In many applications (e.g. estimating the parameters of a probability distribution function), we almost always end up trying to optimize the "log likelihood" instead of just the "likelihood".
From a computational standpoint, I have heard that this is much easier - for example, diffrentiating the log likelihood can remove exponent terms and thus make the optimization process simpler.
From a mathematical standpoint, we are often told (without explanation) that optimizating the log likelihood function is equivalent to maximizing the original likelihood function - for example, the stationary points (i.e. where the derivatives are 0) on the log likelihood function are apparently equivalent to the stationary points on the original likelihood function. Therefore, optimizing the log likelihood function or the original likelihood function will result in identical parameter estimates.
My question relates to the mathematics of this phenomenon : Does the logarithm of a function always preserve the stationary points of the original function - and if so, why does this happen?

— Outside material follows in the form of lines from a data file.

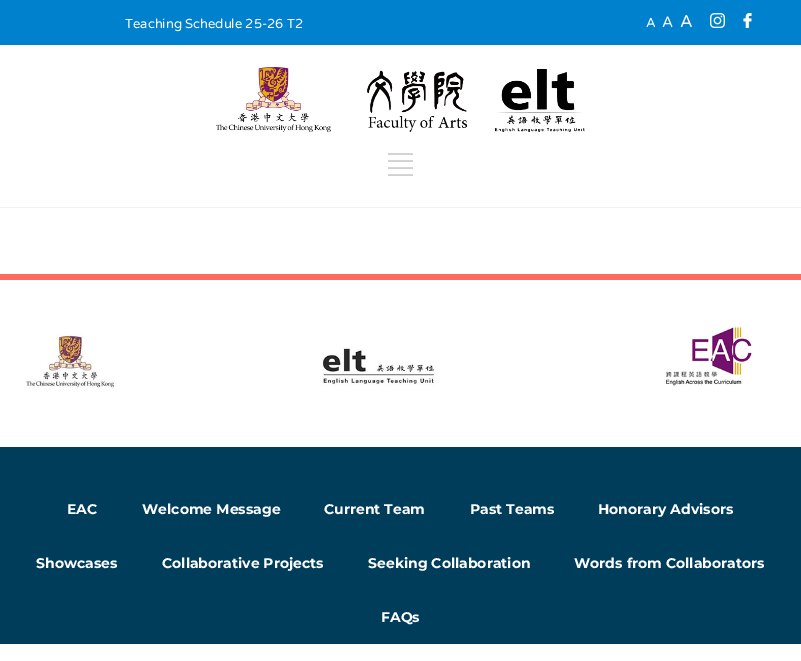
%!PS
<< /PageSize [801 661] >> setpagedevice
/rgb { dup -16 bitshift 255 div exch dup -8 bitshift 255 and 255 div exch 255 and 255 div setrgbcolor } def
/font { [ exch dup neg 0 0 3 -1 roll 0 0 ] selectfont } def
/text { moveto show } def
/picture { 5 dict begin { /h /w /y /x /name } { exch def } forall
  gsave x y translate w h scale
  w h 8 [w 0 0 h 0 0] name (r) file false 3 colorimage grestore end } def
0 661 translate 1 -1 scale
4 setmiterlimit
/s1 { /VarelaRound-Regular 13 font 16#FFFFFF rgb } def
/s2 { /VarelaRound-Regular 15 font 16#FFFFFF rgb } def
/s3 { /VarelaRound-Regular 17 font 16#FFFFFF rgb } def
/s4 { /Montserrat-Bold 14 font 16#FFFFFF rgb } def
16#FFFFFF rgb
0 0 801 661 rectfill
16#0081CD rgb
0 0 801 45 rectfill
s1
(Teaching Schedule 25-26 T2) 125 28 text
(A) 646 27 text
s2
(A) 662 27 text
s3
(A) 680 27 text
(pic1.raw) 710 13 15 15 picture
(pic2.raw) 743 13 9 15 picture
16#F1F1F1 rgb
0 207 801 1 rectfill
(pic3.raw) 216 67 115 65 picture
(pic4.raw) 367 70 101 62 picture
(pic5.raw) 495 68 90 64 picture
(pic6.raw) 388 153 25 23 picture
16#FE6C61 rgb
0 274 801 6 rectfill
(pic7.raw) 25 326 727 63 picture
16#003D5B rgb
0 447 801 197 rectfill
s4
(EAC) 67 514 text
(Welcome Message) 142 514 text
(Current Team) 324 514 text
(Past Teams) 470 514 text
(Honorary Advisors) 598 514 text
(Showcases) 36 568 text
(Collaborative Projects) 162 568 text
(Seeking Collaboration) 368 568 text
(Words from Collaborators) 574 568 text
(FAQs) 381 622 text
showpage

As a reference, I found the following quote (Why we consider log likelihood instead of Likelihood in Gaussian Distribution):
"Because the logarithm is monotonically increasing function of its argument, maximization of the log of a function is equivalent to maximization of the function itself."
Thus - how do I know that the above is true?
I will assume that "a logarithm is montonically increasing function of its argument" is true by definition - can we mathematically prove that :
Maximizing the log of a function is ALWAYS equivalent to maximizing the function itself?
Given any montonically increasing function - does maximizing a function and any montonically increasing transformation of this original function ALWAYS results in identical results?
Thanks!